Tuesday 4 February 2014

Rendering With Haskell

I've been on a bit of a Haskell kick lately.

The reason? I mostly blame Light Table - I've been testing the alpha version with various Clojure toy projects and enjoying myself mightily, when I somewhat randomly opened a .hs file and discovered not only syntax highlighting but also relatively clean, not-overly-smart indentation. Haskell indentation is (IMO) much nicer than that of Python in that the layout is more permissive and you can always fall back on braces and semicolons in a pinch, but its nice when the editor doesn't try to be too clever (and shoots you in the foot with its cleverness). I hate feeling like I'm fighting a text editing tool, and have nearly come to blows with Visual Assist in the course of the day job.

So, I spent a bunch of time wrapping up the basics of the OpenGLRaw package - HOpenGL sadly lacks support for matrix uniforms where shaders are concerned, and exposes/uses the Compatibility profile. I'm trying to restrict myself to the relatively small surface area of OpenGL 3.1 - 3.2 Core. GLFW-b provides window/input management; JuicyPixels seems reasonable for loading various shapes of image file and doesn't involve linking against DevIL. Some really, really ugly Parsec code for dealing with .obj files exported by Blender completes the foundations for a cube-with-moveable-camera prototype.

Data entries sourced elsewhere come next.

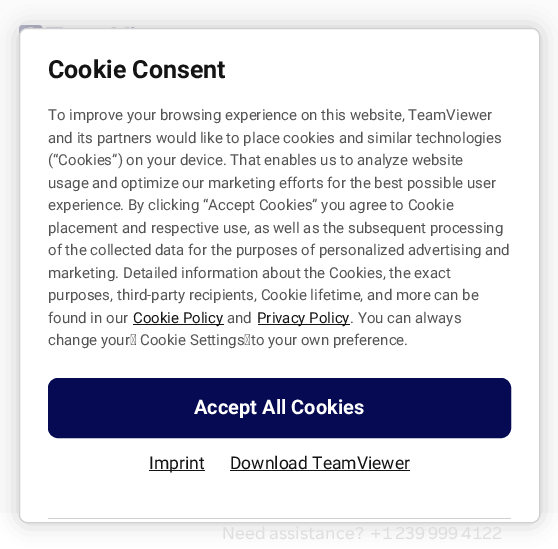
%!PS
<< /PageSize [558 549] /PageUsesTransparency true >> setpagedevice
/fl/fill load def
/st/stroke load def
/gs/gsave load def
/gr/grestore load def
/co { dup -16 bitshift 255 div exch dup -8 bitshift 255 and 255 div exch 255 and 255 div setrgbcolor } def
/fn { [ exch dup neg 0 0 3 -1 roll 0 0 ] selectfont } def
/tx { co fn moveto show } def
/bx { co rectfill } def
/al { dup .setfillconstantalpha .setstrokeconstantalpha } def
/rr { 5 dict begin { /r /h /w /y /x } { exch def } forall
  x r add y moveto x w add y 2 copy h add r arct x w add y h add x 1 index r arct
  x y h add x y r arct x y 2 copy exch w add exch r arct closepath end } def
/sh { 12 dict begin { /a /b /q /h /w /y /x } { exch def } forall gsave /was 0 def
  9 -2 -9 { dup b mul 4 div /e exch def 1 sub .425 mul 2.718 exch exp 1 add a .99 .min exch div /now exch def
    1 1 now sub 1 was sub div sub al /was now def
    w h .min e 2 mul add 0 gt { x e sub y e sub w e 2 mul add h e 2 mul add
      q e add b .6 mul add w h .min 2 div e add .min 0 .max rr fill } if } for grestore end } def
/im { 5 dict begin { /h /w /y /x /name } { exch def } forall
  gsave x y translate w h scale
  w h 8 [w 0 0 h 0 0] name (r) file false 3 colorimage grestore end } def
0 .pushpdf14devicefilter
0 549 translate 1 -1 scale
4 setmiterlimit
0 0 558 549 16#FBFBFB bx
(media/1.raw) 19 25 116 11 im
0 513 558 36 16#FFFFFF bx
16#000000 co
19 28 521 495 8 11 .2 sh
16#FFFFFF co
19.5 28.5 520 494 7.5 rr gs fl gr
16#D0D0D0 co
st
133 324 91 1 16#141414 bx
258 324 92 1 16#141414 bx
149 470 56 1 16#141414 bx
230 470 180 1 16#141414 bx
48 518 463 1 16#D0D0D0 bx
16#050A52 co
48.5 378.5 462 59 9.5 rr gs fl gr
st
(Cookie Consent) 48 78 /Roboto-Bold 25 16#141414 tx
(To improve your browsing experience on this website, TeamViewer) 48 120 /Roboto-Regular 15 16#555555 tx
(and its partners would like to place cookies and similar technologies) 48 143 /Roboto-Regular 15 16#555555 tx
(\(“Cookies”\) on your device. That enables us to analyze website) 48 165 /Roboto-Regular 15 16#555555 tx
(usage and optimize our marketing efforts for the best possible user) 48 188 /Roboto-Regular 15 16#555555 tx
(experience. By clicking “Accept Cookies” you agree to Cookie) 48 210 /Roboto-Regular 15 16#555555 tx
(placement and respective use, as well as the subsequent processing) 48 233 /Roboto-Regular 15 16#555555 tx
(of the collected data for the purposes of personalized advertising and) 48 255 /Roboto-Regular 15 16#555555 tx
(marketing. Detailed information about the Cookies, the exact) 48 278 /Roboto-Regular 15 16#555555 tx
(purposes, third-party recipients, Cookie lifetime, and more can be) 48 300 /Roboto-Regular 15 16#555555 tx
(found in our) 48 323 /Roboto-Regular 15 16#555555 tx
(Cookie Policy) 133 323 /Roboto-Regular 15 16#141414 tx
(and) 227 323 /Roboto-Regular 15 16#555555 tx
(Privacy Policy) 257 323 /Roboto-Regular 15 16#141414 tx
(. You can always) 350 323 /Roboto-Regular 15 16#555555 tx
(change your  Cookie Settings to your own preference.) 48 345 /Roboto-Regular 15 16#555555 tx
(Imprint) 149 469 /Roboto-Regular 17.5 16#141414 tx
(Download TeamViewer) 230 469 /Roboto-Regular 17.5 16#141414 tx
(Accept All Cookies) 194 414 /Roboto-Bold 20 16#FFFFFF tx
(Need assistance?) 222 539 /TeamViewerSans-Regular 15 16#DEDEDE tx
(+1 239 999 4122) 370 539 /TeamViewerSans-Regular 15 16#DEDEDE tx
.poppdf14devicefilter showpage
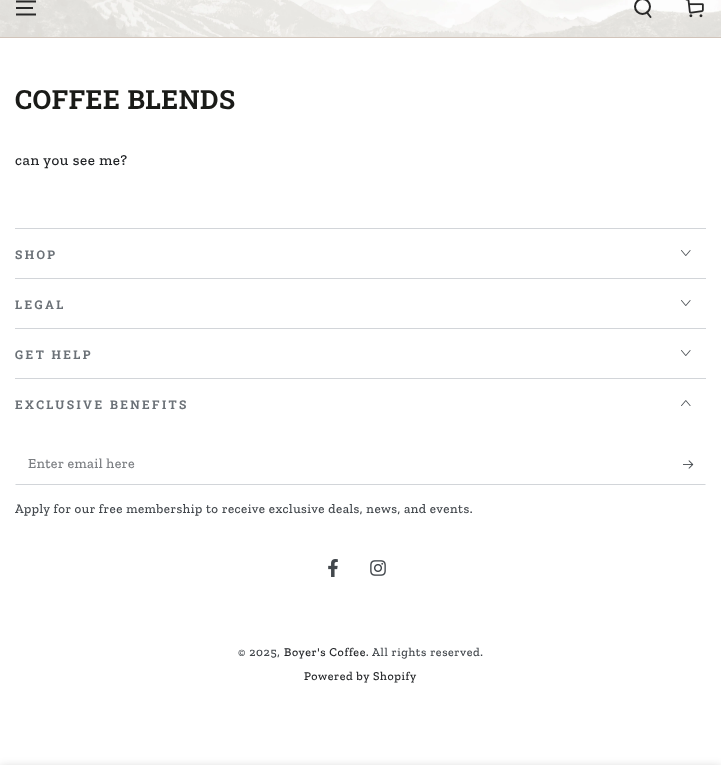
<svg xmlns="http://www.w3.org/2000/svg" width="721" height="765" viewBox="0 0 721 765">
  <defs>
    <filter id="blur1" x="-50%" y="-200%" width="200%" height="500%"><feGaussianBlur stdDeviation="4"/></filter>
  </defs>
  <rect width="100%" height="100%" fill="#ffffff"/>
  <rect x="0" y="37" width="721" height="1" fill="#d1c4ba"/>
  <image x="0" y="0" width="721" height="37" href="img1.png"/>
  <path d="M16 14.5H36M16 8H33M16 1.5H36" fill="none" stroke="#282828" stroke-width="1.9"/>
  <circle cx="642.5" cy="6.5" r="7.5" fill="none" stroke="#282828" stroke-width="2"/>
  <path d="M647 12.5L650.5 17" fill="none" stroke="#282828" stroke-width="2" stroke-linecap="round"/>
  <image x="685" y="0" width="19" height="18" href="img2.png"/>
  <text x="15" y="109" font-family="Roboto Slab" font-size="26.5" font-weight="bold" letter-spacing="0.5" fill="#1a1b18">COFFEE BLENDS</text>
  <text x="15" y="165" font-family="Zilla Slab" font-size="15" font-weight="500" letter-spacing="0.6" fill="#212326">can you see me?</text>
  <rect x="15" y="228" width="691" height="1" fill="#d2d5d9"/>
  <rect x="15" y="278" width="691" height="1" fill="#d2d5d9"/>
  <text x="15" y="259" font-family="Roboto Slab" font-size="12" font-weight="bold" letter-spacing="2.4" fill="#6b7177">SHOP</text>
  <image x="681" y="250" width="10" height="6" href="img3.png"/>
  <rect x="15" y="328" width="691" height="1" fill="#d2d5d9"/>
  <text x="15" y="309" font-family="Roboto Slab" font-size="12" font-weight="bold" letter-spacing="2.4" fill="#6b7177">LEGAL</text>
  <image x="681" y="300" width="10" height="6" href="img3.png"/>
  <rect x="15" y="378" width="691" height="1" fill="#d2d5d9"/>
  <text x="15" y="359" font-family="Roboto Slab" font-size="12" font-weight="bold" letter-spacing="2.4" fill="#6b7177">GET HELP</text>
  <image x="681" y="350" width="10" height="6" href="img3.png"/>
  <text x="15" y="409" font-family="Roboto Slab" font-size="12" font-weight="bold" letter-spacing="2.4" fill="#6b7177">EXCLUSIVE BENEFITS</text>
  <image x="681" y="400" width="10" height="6" href="img4.png"/>
  <path d="M706 485H15L16 484H705Z" fill="#d2d5d9"/>
  <text x="28" y="468" font-family="Zilla Slab" font-size="14" font-weight="500" letter-spacing="0.4" fill="#7b7e82">Enter email here</text>
  <image x="683" y="460" width="11" height="9" href="img5.png"/>
  <text x="15" y="513" font-family="Zilla Slab" font-size="13" font-weight="500" letter-spacing="0.5" fill="#42474c">Apply for our free membership to receive exclusive deals, news, and events.</text>
  <image x="328" y="559" width="10" height="18" href="img6.png"/>
  <image x="370" y="560" width="16" height="16" href="img7.png"/>
  <text x="238" y="656" font-family="Zilla Slab" font-size="12" font-weight="500" letter-spacing="0.6" fill="#42474c">© 2025,</text>
  <text x="284" y="656" font-family="Zilla Slab" font-size="12" font-weight="500" letter-spacing="0.6" fill="#212326">Boyer's Coffee</text>
  <text x="366" y="656" font-family="Zilla Slab" font-size="12" font-weight="500" letter-spacing="0.6" fill="#42474c">. All rights reserved.</text>
  <text x="304" y="680" font-family="Zilla Slab" font-size="12" font-weight="500" letter-spacing="0.6" fill="#212326">Powered by Shopify</text>
  <rect x="0" y="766" width="721" height="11" fill="#212326" fill-opacity="0.15" filter="url(#blur1)"/>
</svg>
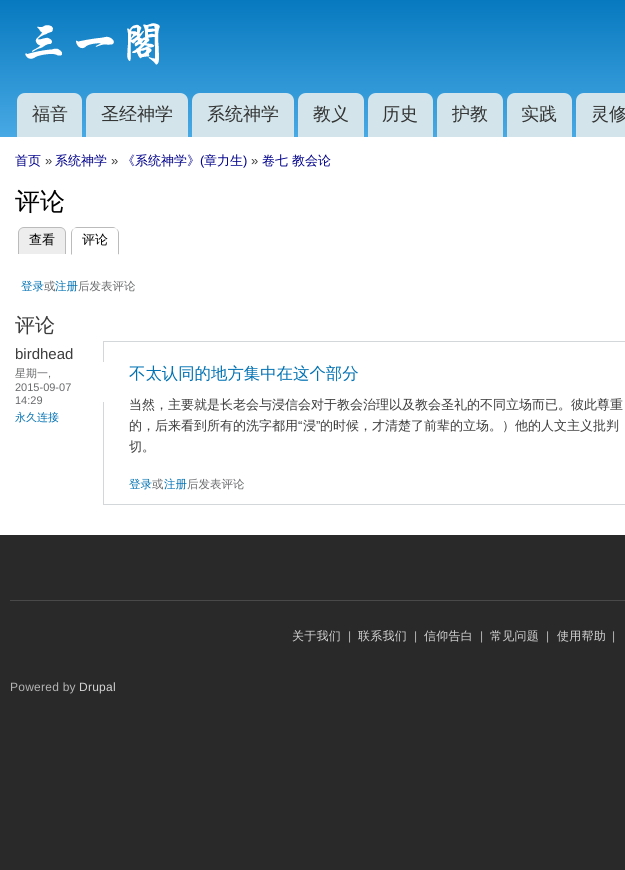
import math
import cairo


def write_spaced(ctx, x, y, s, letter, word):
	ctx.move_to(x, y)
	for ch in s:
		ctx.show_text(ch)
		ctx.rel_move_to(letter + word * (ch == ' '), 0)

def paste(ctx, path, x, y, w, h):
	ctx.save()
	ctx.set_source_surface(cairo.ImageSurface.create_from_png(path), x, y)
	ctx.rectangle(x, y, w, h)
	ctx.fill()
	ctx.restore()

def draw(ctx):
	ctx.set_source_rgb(0.161, 0.161, 0.161)
	ctx.paint()
	ctx.set_source_rgb(1, 1, 1)
	ctx.rectangle(0, 137, 625, 398)
	ctx.fill()
	gradient = cairo.LinearGradient(480, 0, 480, 137)
	gradient.add_color_stop_rgba(0, 0.027, 0.475, 0.749, 1)
	gradient.add_color_stop_rgba(1, 0.282, 0.663, 0.894, 1)
	ctx.set_source(gradient)
	ctx.rectangle(0, 0, 625, 137)
	ctx.fill()
	paste(ctx, 'media/1.png', 25, 23, 135, 42)
	ctx.set_source_rgb(0.827, 0.898, 0.918)
	ctx.new_path()
	ctx.move_to(25, 93)
	ctx.line_to(74, 93)
	ctx.curve_to(78.5, 93, 82, 96.5, 82, 101)
	ctx.line_to(82, 137)
	ctx.line_to(17, 137)
	ctx.line_to(17, 101)
	ctx.curve_to(17, 96.5, 20.5, 93, 25, 93)
	ctx.close_path()
	ctx.fill()
	ctx.select_font_face('WenQuanYi Zen Hei Medium')
	ctx.set_font_size(18)
	ctx.set_source_rgb(0.2, 0.2, 0.2)
	ctx.move_to(32, 120)
	ctx.show_text('福音')
	ctx.set_source_rgb(0.827, 0.898, 0.918)
	ctx.new_path()
	ctx.move_to(94, 93)
	ctx.line_to(180, 93)
	ctx.curve_to(184.5, 93, 188, 96.5, 188, 101)
	ctx.line_to(188, 137)
	ctx.line_to(86, 137)
	ctx.line_to(86, 101)
	ctx.curve_to(86, 96.5, 89.5, 93, 94, 93)
	ctx.close_path()
	ctx.fill()
	ctx.set_source_rgb(0.2, 0.2, 0.2)
	ctx.move_to(101, 120)
	ctx.show_text('圣经神学')
	ctx.set_source_rgb(0.827, 0.898, 0.918)
	ctx.new_path()
	ctx.move_to(200, 93)
	ctx.line_to(286, 93)
	ctx.curve_to(290.5, 93, 294, 96.5, 294, 101)
	ctx.line_to(294, 137)
	ctx.line_to(192, 137)
	ctx.line_to(192, 101)
	ctx.curve_to(192, 96.5, 195.5, 93, 200, 93)
	ctx.close_path()
	ctx.fill()
	ctx.set_source_rgb(0.2, 0.2, 0.2)
	ctx.move_to(207, 120)
	ctx.show_text('系统神学')
	ctx.set_source_rgb(0.827, 0.898, 0.918)
	ctx.new_path()
	ctx.move_to(306, 93)
	ctx.line_to(356, 93)
	ctx.curve_to(360.5, 93, 364, 96.5, 364, 101)
	ctx.line_to(364, 137)
	ctx.line_to(298, 137)
	ctx.line_to(298, 101)
	ctx.curve_to(298, 96.5, 301.5, 93, 306, 93)
	ctx.close_path()
	ctx.fill()
	ctx.set_source_rgb(0.2, 0.2, 0.2)
	ctx.move_to(313, 120)
	ctx.show_text('教义')
	ctx.set_source_rgb(0.827, 0.898, 0.918)
	ctx.new_path()
	ctx.move_to(376, 93)
	ctx.line_to(425, 93)
	ctx.curve_to(429.5, 93, 433, 96.5, 433, 101)
	ctx.line_to(433, 137)
	ctx.line_to(368, 137)
	ctx.line_to(368, 101)
	ctx.curve_to(368, 96.5, 371.5, 93, 376, 93)
	ctx.close_path()
	ctx.fill()
	ctx.set_source_rgb(0.2, 0.2, 0.2)
	ctx.move_to(382, 120)
	ctx.show_text('历史')
	ctx.set_source_rgb(0.827, 0.898, 0.918)
	ctx.new_path()
	ctx.move_to(445, 93)
	ctx.line_to(495, 93)
	ctx.curve_to(499.5, 93, 503, 96.5, 503, 101)
	ctx.line_to(503, 137)
	ctx.line_to(437, 137)
	ctx.line_to(437, 101)
	ctx.curve_to(437, 96.5, 440.5, 93, 445, 93)
	ctx.close_path()
	ctx.fill()
	ctx.set_source_rgb(0.2, 0.2, 0.2)
	ctx.move_to(452, 120)
	ctx.show_text('护教')
	ctx.set_source_rgb(0.827, 0.898, 0.918)
	ctx.new_path()
	ctx.move_to(515, 93)
	ctx.line_to(564, 93)
	ctx.curve_to(568.5, 93, 572, 96.5, 572, 101)
	ctx.line_to(572, 137)
	ctx.line_to(507, 137)
	ctx.line_to(507, 101)
	ctx.curve_to(507, 96.5, 510.5, 93, 515, 93)
	ctx.close_path()
	ctx.fill()
	ctx.set_source_rgb(0.2, 0.2, 0.2)
	ctx.move_to(521, 120)
	ctx.show_text('实践')
	ctx.set_source_rgb(0.827, 0.898, 0.918)
	ctx.new_path()
	ctx.move_to(584, 93)
	ctx.line_to(625, 93)
	ctx.curve_to(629.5, 93, 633, 96.5, 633, 101)
	ctx.line_to(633, 137)
	ctx.line_to(576, 137)
	ctx.line_to(576, 101)
	ctx.curve_to(576, 96.5, 579.5, 93, 584, 93)
	ctx.close_path()
	ctx.fill()
	ctx.set_source_rgb(0.2, 0.2, 0.2)
	ctx.move_to(591, 120)
	ctx.show_text('灵修')
	ctx.set_font_size(13)
	ctx.set_source_rgb(0, 0, 0.545)
	ctx.move_to(15, 165)
	ctx.show_text('首页')
	ctx.select_font_face('Liberation Sans')
	ctx.set_source_rgb(0.231, 0.231, 0.231)
	ctx.move_to(45, 165)
	ctx.show_text('»')
	ctx.select_font_face('WenQuanYi Zen Hei Medium')
	ctx.set_source_rgb(0, 0, 0.545)
	ctx.move_to(55, 165)
	ctx.show_text('系统神学')
	ctx.select_font_face('Liberation Sans')
	ctx.set_source_rgb(0.231, 0.231, 0.231)
	ctx.move_to(111, 165)
	ctx.show_text('»')
	ctx.select_font_face('WenQuanYi Zen Hei Medium')
	ctx.set_source_rgb(0, 0, 0.545)
	ctx.move_to(122, 165)
	ctx.show_text('《系统神学》')
	ctx.select_font_face('Liberation Sans')
	ctx.move_to(200, 165)
	ctx.show_text('(')
	ctx.select_font_face('WenQuanYi Zen Hei Medium')
	ctx.move_to(204, 165)
	ctx.show_text('章力生')
	ctx.select_font_face('Liberation Sans')
	ctx.move_to(243, 165)
	ctx.show_text(')')
	ctx.set_source_rgb(0.231, 0.231, 0.231)
	ctx.move_to(251, 165)
	ctx.show_text('»')
	ctx.select_font_face('WenQuanYi Zen Hei Medium')
	ctx.set_source_rgb(0, 0, 0.545)
	ctx.move_to(262, 165)
	ctx.show_text('卷七 教会论')
	ctx.set_font_size(25)
	ctx.set_source_rgb(0, 0, 0)
	ctx.move_to(15, 210)
	ctx.show_text('评论')
	ctx.set_source_rgb(0.929, 0.929, 0.929)
	ctx.new_path()
	ctx.move_to(24, 227)
	ctx.line_to(60, 227)
	ctx.curve_to(63.5, 227, 66, 229.5, 66, 233)
	ctx.line_to(66, 254)
	ctx.line_to(18, 254)
	ctx.line_to(18, 233)
	ctx.curve_to(18, 229.5, 20.5, 227, 24, 227)
	ctx.close_path()
	ctx.fill()
	ctx.set_source_rgb(0.733, 0.733, 0.733)
	ctx.set_fill_rule(cairo.FILL_RULE_EVEN_ODD)
	ctx.new_path()
	ctx.move_to(24, 227)
	ctx.line_to(60, 227)
	ctx.curve_to(63, 227, 66, 230, 66, 233)
	ctx.line_to(66, 254)
	ctx.line_to(18, 254)
	ctx.line_to(18, 233)
	ctx.curve_to(18, 230, 21, 227, 24, 227)
	ctx.close_path()
	ctx.move_to(24, 228)
	ctx.line_to(60, 228)
	ctx.curve_to(63, 228, 65, 230, 65, 233)
	ctx.line_to(65, 254)
	ctx.line_to(19, 254)
	ctx.line_to(19, 233)
	ctx.curve_to(19, 230, 21, 228, 24, 228)
	ctx.close_path()
	ctx.fill()
	ctx.set_font_size(13)
	ctx.set_source_rgb(0, 0, 0)
	ctx.move_to(29, 244)
	ctx.show_text('查看')
	ctx.set_source_rgb(0.733, 0.733, 0.733)
	ctx.set_fill_rule(cairo.FILL_RULE_WINDING)
	ctx.new_path()
	ctx.move_to(77, 227)
	ctx.curve_to(76, 227, 74, 228, 73, 229)
	ctx.curve_to(74, 228, 76, 228, 77, 228)
	ctx.line_to(113, 228)
	ctx.curve_to(114, 228, 116, 228, 117, 229)
	ctx.curve_to(116, 228, 114, 227, 113, 227)
	ctx.close_path()
	ctx.move_to(119, 255)
	ctx.line_to(119, 233)
	ctx.curve_to(119, 231.5, 118, 230, 117, 229)
	ctx.line_to(116.5, 229.5)
	ctx.curve_to(117.5, 230, 118, 231.5, 118, 233)
	ctx.line_to(118, 254)
	ctx.close_path()
	ctx.fill()
	ctx.set_source_rgb(1, 1, 1)
	ctx.new_path()
	ctx.move_to(119, 255)
	ctx.line_to(118, 254)
	ctx.line_to(72, 254)
	ctx.line_to(71, 255)
	ctx.close_path()
	ctx.fill()
	ctx.set_source_rgb(0.733, 0.733, 0.733)
	ctx.new_path()
	ctx.move_to(71, 255)
	ctx.line_to(72, 254)
	ctx.line_to(72, 233)
	ctx.curve_to(72, 231.5, 72.5, 230, 73.5, 229.5)
	ctx.line_to(73, 229)
	ctx.curve_to(72, 230, 71, 231.5, 71, 233)
	ctx.close_path()
	ctx.fill()
	ctx.set_source_rgb(0, 0, 0)
	ctx.move_to(82, 244)
	ctx.show_text('评论')
	ctx.set_font_size(11.5)
	ctx.set_source_rgb(0, 0.443, 0.702)
	ctx.move_to(21, 290)
	ctx.show_text('登录')
	ctx.set_source_rgb(0.408, 0.412, 0.42)
	ctx.move_to(44, 290)
	ctx.show_text('或')
	ctx.set_source_rgb(0, 0.443, 0.702)
	ctx.move_to(55, 290)
	ctx.show_text('注册')
	ctx.set_source_rgb(0.408, 0.412, 0.42)
	ctx.move_to(78, 290)
	ctx.show_text('后发表评论')
	ctx.set_font_size(20)
	ctx.set_source_rgb(0.231, 0.231, 0.231)
	ctx.move_to(15, 332)
	ctx.show_text('评论')
	ctx.select_font_face('Liberation Sans')
	ctx.set_font_size(15)
	ctx.move_to(15, 359)
	ctx.show_text('birdhead')
	ctx.select_font_face('WenQuanYi Zen Hei Medium')
	ctx.set_font_size(11)
	ctx.set_source_rgb(0.408, 0.412, 0.42)
	ctx.move_to(15, 377)
	ctx.show_text('星期一')
	ctx.select_font_face('Liberation Sans')
	for x, y, s in [
		(48, 377, ','),
		(15, 391, '2015-09-07'),
		(15, 404, '14:29'),
	]:
		ctx.move_to(x, y)
		ctx.show_text(s)
	ctx.select_font_face('WenQuanYi Zen Hei Medium')
	ctx.set_source_rgb(0, 0.443, 0.702)
	ctx.move_to(15, 421)
	ctx.show_text('永久连接')
	ctx.rectangle(103.5, 341.5, 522, 163)
	ctx.set_source_rgb(0.827, 0.843, 0.851)
	ctx.set_line_width(1)
	ctx.stroke()
	ctx.set_source_rgb(1, 1, 1)
	ctx.rectangle(103, 362, 1, 40)
	ctx.fill()
	ctx.set_font_size(16.4)
	ctx.set_source_rgb(0, 0.443, 0.702)
	ctx.move_to(129, 379)
	ctx.show_text('不太认同的地方集中在这个部分')
	ctx.set_font_size(13)
	ctx.set_source_rgb(0.231, 0.231, 0.231)
	ctx.move_to(129, 409)
	ctx.show_text('当然，主要就是长老会与浸信会对于教会治理以及教会圣礼的不同立场而已。彼此尊重')
	ctx.move_to(129, 430)
	ctx.show_text('的，后来看到所有的洗字都用')
	ctx.select_font_face('Liberation Sans')
	ctx.move_to(298, 430)
	ctx.show_text('“')
	ctx.select_font_face('WenQuanYi Zen Hei Medium')
	ctx.move_to(303, 430)
	ctx.show_text('浸')
	ctx.select_font_face('Liberation Sans')
	ctx.move_to(316, 430)
	ctx.show_text('”')
	ctx.select_font_face('WenQuanYi Zen Hei Medium')
	ctx.move_to(320, 430)
	ctx.show_text('的时候，才清楚了前辈的立场。）他的人文主义批判')
	ctx.move_to(129, 451)
	ctx.show_text('切。')
	ctx.set_font_size(11.5)
	ctx.set_source_rgb(0, 0.443, 0.702)
	ctx.move_to(129, 488)
	ctx.show_text('登录')
	ctx.set_source_rgb(0.408, 0.412, 0.42)
	ctx.move_to(152, 488)
	ctx.show_text('或')
	ctx.set_source_rgb(0, 0.443, 0.702)
	ctx.move_to(164, 488)
	ctx.show_text('注册')
	ctx.set_source_rgb(0.408, 0.412, 0.42)
	ctx.move_to(187, 488)
	ctx.show_text('后发表评论')
	ctx.set_source_rgb(0.286, 0.286, 0.286)
	ctx.rectangle(10, 600, 615, 1)
	ctx.fill()
	ctx.set_font_size(12)
	ctx.set_source_rgb(0.831, 0.831, 0.831)
	write_spaced(ctx, 292, 640, '关于我们', 0.25, 0)
	ctx.select_font_face('Liberation Sans')
	ctx.set_source_rgb(0.706, 0.706, 0.706)
	write_spaced(ctx, 348, 640, '|', 0.25, 0)
	ctx.select_font_face('WenQuanYi Zen Hei Medium')
	ctx.set_source_rgb(0.831, 0.831, 0.831)
	write_spaced(ctx, 358, 640, '联系我们', 0.25, 0)
	ctx.select_font_face('Liberation Sans')
	ctx.set_source_rgb(0.706, 0.706, 0.706)
	write_spaced(ctx, 414, 640, '|', 0.25, 0)
	ctx.select_font_face('WenQuanYi Zen Hei Medium')
	ctx.set_source_rgb(0.831, 0.831, 0.831)
	write_spaced(ctx, 424, 640, '信仰告白', 0.25, 0)
	ctx.select_font_face('Liberation Sans')
	ctx.set_source_rgb(0.706, 0.706, 0.706)
	write_spaced(ctx, 480, 640, '|', 0.25, 0)
	ctx.select_font_face('WenQuanYi Zen Hei Medium')
	ctx.set_source_rgb(0.831, 0.831, 0.831)
	write_spaced(ctx, 490, 640, '常见问题', 0.25, 0)
	ctx.select_font_face('Liberation Sans')
	ctx.set_source_rgb(0.706, 0.706, 0.706)
	write_spaced(ctx, 546, 640, '|', 0.25, 0)
	ctx.select_font_face('WenQuanYi Zen Hei Medium')
	ctx.set_source_rgb(0.831, 0.831, 0.831)
	write_spaced(ctx, 557, 640, '使用帮助', 0.25, 0)
	ctx.select_font_face('Liberation Sans')
	ctx.set_source_rgb(0.706, 0.706, 0.706)
	write_spaced(ctx, 612, 640, '|', 0.25, 0)
	write_spaced(ctx, 10, 691, 'Powered by', 0.25, 0)
	ctx.set_source_rgb(0.831, 0.831, 0.831)
	write_spaced(ctx, 79, 691, 'Drupal', 0.25, 0)


surface = cairo.ImageSurface(cairo.FORMAT_RGB24, 625, 870)
ctx = cairo.Context(surface)
options = cairo.FontOptions()
options.set_hint_metrics(cairo.HINT_METRICS_OFF)
options.set_hint_style(cairo.HINT_STYLE_NONE)
ctx.set_font_options(options)
ctx.set_miter_limit(4)
draw(ctx)
surface.write_to_png('image.png')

Now the fiddly bits. Resource management, tying the game's logic to the rendering thread, input handler stacks, GUI, all that fun stuff. Trying to keep as much of it as possible in idiomatic, functional code and outside the IO monad. Much of it would be simplified by sticking to a single thread, but there's no point having all these lovely fast cores lying around if we don't use them.

Resource management is the first priority, because having a bunch of explicit paths lying about your main source file along with various attendant bits of code to load and render textures/meshes/shaders is... horrible. At this point the topic starts to veer into the venerable Wavefront .obj format and it's auxilliary material definitions, which thankfully form a very simple chain of dependencies for what files to grab and turn into OpenGL resources before you can render something. I'll go into that next time I remember to blog, I think.

1 comment:

James McNeill said...

I'm very interested in what you do for resource management.